173 ↗(On Diff #47487)

No. You don't know the interpreter when you are compiling this binary.
You could know it at runtime, but we don't yet publish that.
The interpreter you are using is all down to which interp_xxx.o you link in.

stand/userboot/userboot/main.c
80 ↗(On Diff #47487)

I'd really really rather we look at the version string for the signature, not anything LUA implementation specific. It's the whole reason I changed the version string to include this.

173 ↗(On Diff #47487)

Actually, I take that back. You do know when compiling main.
I generally feel ill-at-ease doing this trick, but here it would be fine.

stand/userboot/userboot/main.c
158 ↗(On Diff #47487)

userboot on the host is emulating the effect of /boot/loader in the running guest. It is using all the same files from the guest's fs that the guest's /boot/loader would use. That is, suppose you take the raw disk image foo.img or what have you, from a bhyve vm and boot it in virtual box (or dd it to a USB stick and boot on bare metal). That will _not_ use the guest's userboot. It will use the guest's /boot/loader (whether it is 4th or lua). The role of userboot on the _host_ is to emulate the effect of /boot/loader in the _guest_. userboot in the _guest_ would only be used if bhyve supported nesting to boot nested guests.

stand/userboot/userboot/main.c
158 ↗(On Diff #47487)

I don't particularly care which we use, but switching it up will require a different version string modifications to include the interpreter. The default interpreter is the default interpreter across the board, so I guess it doesn't really matter- userboot just seemed like the sensible choice at the time given that one operating this setup has direct exposure to userboot already.

stand/userboot/userboot/main.c
158 ↗(On Diff #47487)

So today if I wanted to switch my loader for some reason on an existing system I would do it by modifying the /boot/loader hard link. 'ln -f /boot/loader_4th /boot/loader' or the like. As much as possible, guests should behave the same way. In particular, if booting with EFI which doesn't use user boot, to change a guest your would alter the /boot/loader.efi hardlink just as you would on bare metal.
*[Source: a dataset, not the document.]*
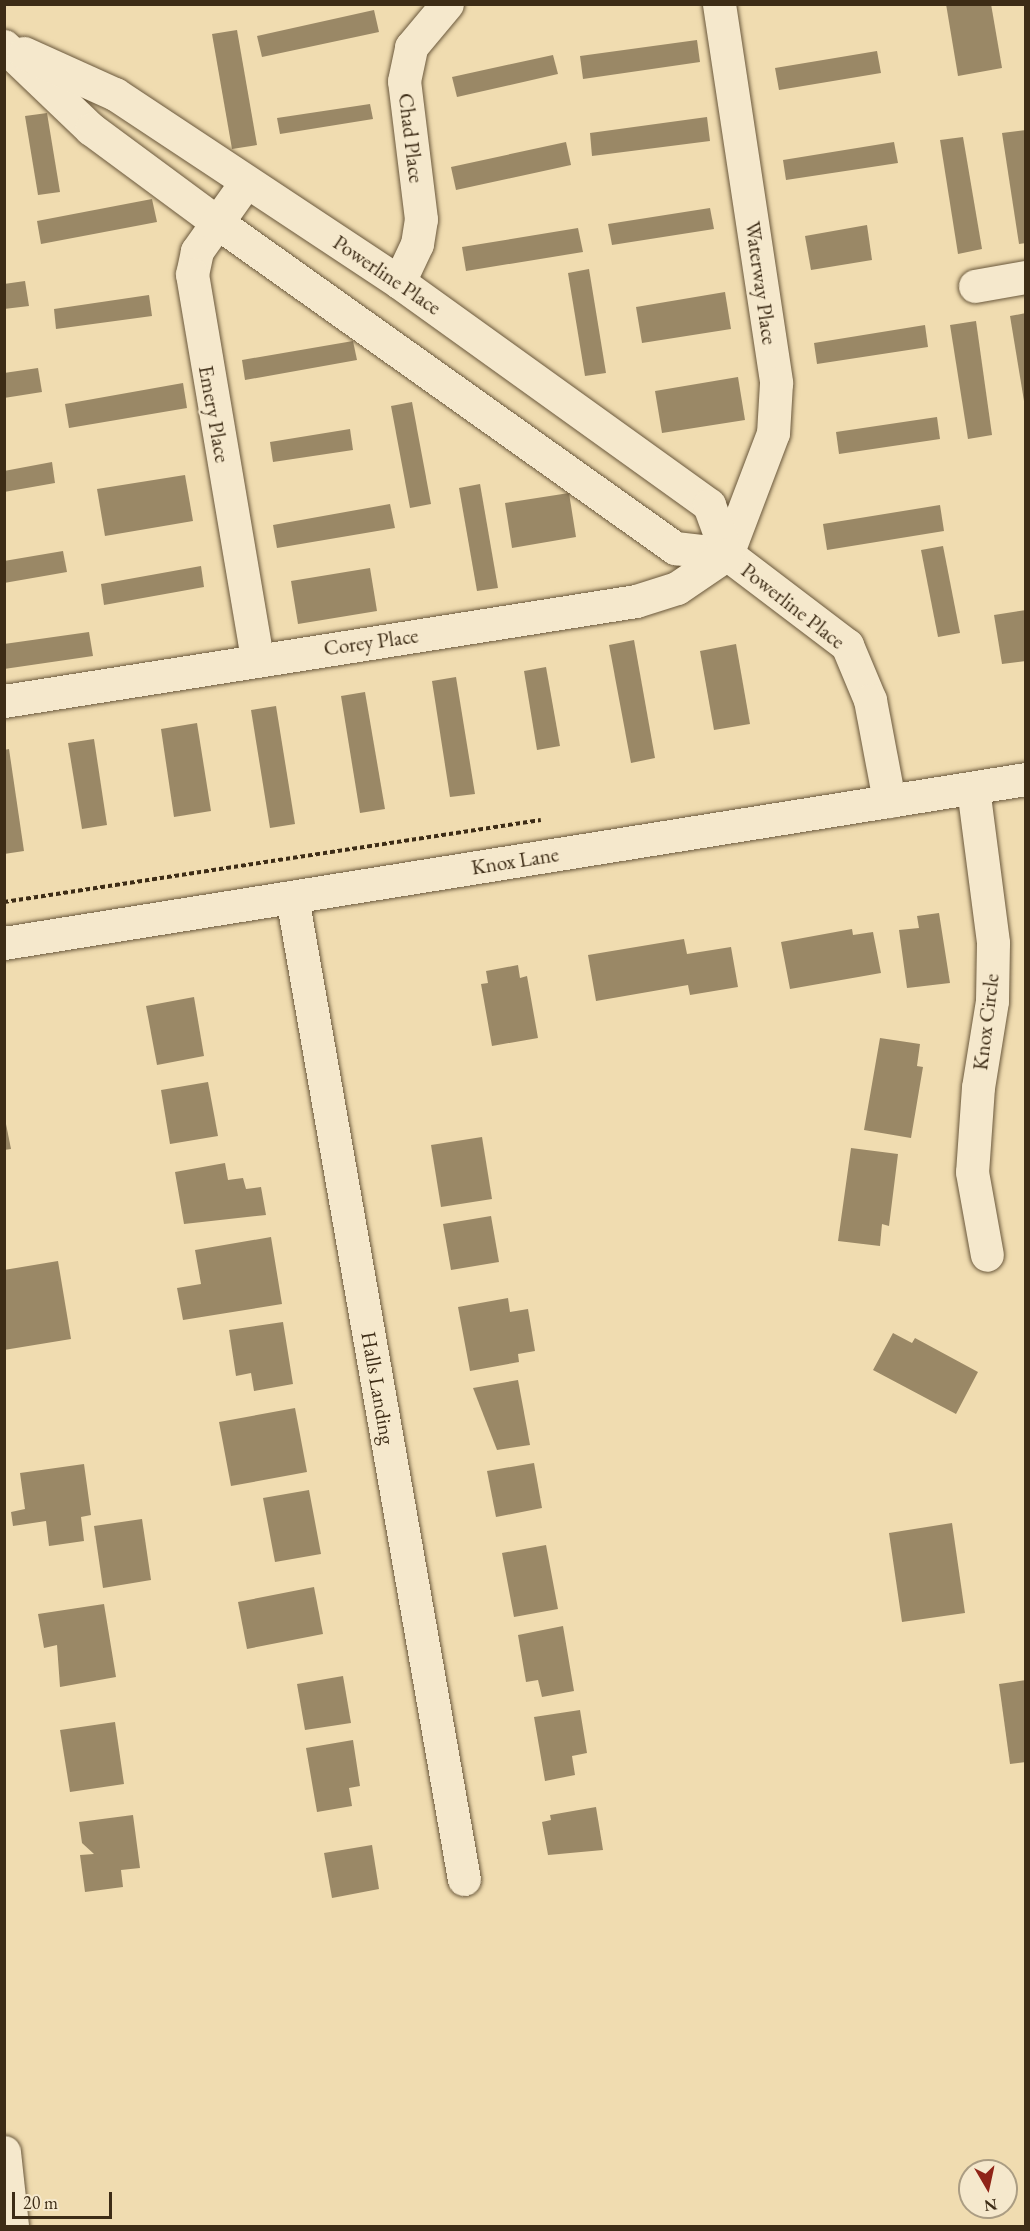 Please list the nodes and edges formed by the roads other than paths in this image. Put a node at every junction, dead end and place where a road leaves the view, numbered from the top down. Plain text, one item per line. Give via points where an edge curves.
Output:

We should permit the same for the non-EFI boot. I think that means that you need to look at /boot/loader in the guest as that is the thing you are emulating.

kevans marked 17 inline comments as done.

Fix semantics and simplify. Notable changes:

common/interp_{4th,lua,simp} now export an $Interpreter mark, which userboot will search for. userboot has been switched to check the guest's /boot/loader for the interpreter to use, rather than the guest's /boot/userboot.so. This also simplifies the search, as $Interpreter: is most likely going to be unique in the resulting binary (as opposed to when we were searching userboot, where the marker would then appear twice).

stand/userboot/userboot/main.c
158 ↗(On Diff #47487)

@imp didn't have time to comment here, but we had a little discussion out-of-band and that was also generally the argument he presented. New version reflects this, and is greatly simplified as a result. =)

This revision is now accepted and ready to land.Aug 31 2018, 4:35 PM
stand/userboot/userboot/main.c
158 ↗(On Diff #47487)

Yea, at first I was resistant to the idea so I wanted some time to think... then I got to thinking about it in the shower this morning and came to much the same conclusion you did: what makes userboot.so in the guest special? Nothing. /boot/loader is what we want to emulate as much as possible. We don't get 100% emulation, but we'll be pretty close.

Looks good to me. I could nit-pick all day at this stuff, but I'd rather get this in and cope with the nits after the release.

Thanks!

stand/userboot/userboot/Makefile
36 ↗(On Diff #47533)

I've sent this to re@ with this line omitted- it was a leftover from some other testing that didn't actually get used.

This revision was automatically updated to reflect the committed changes.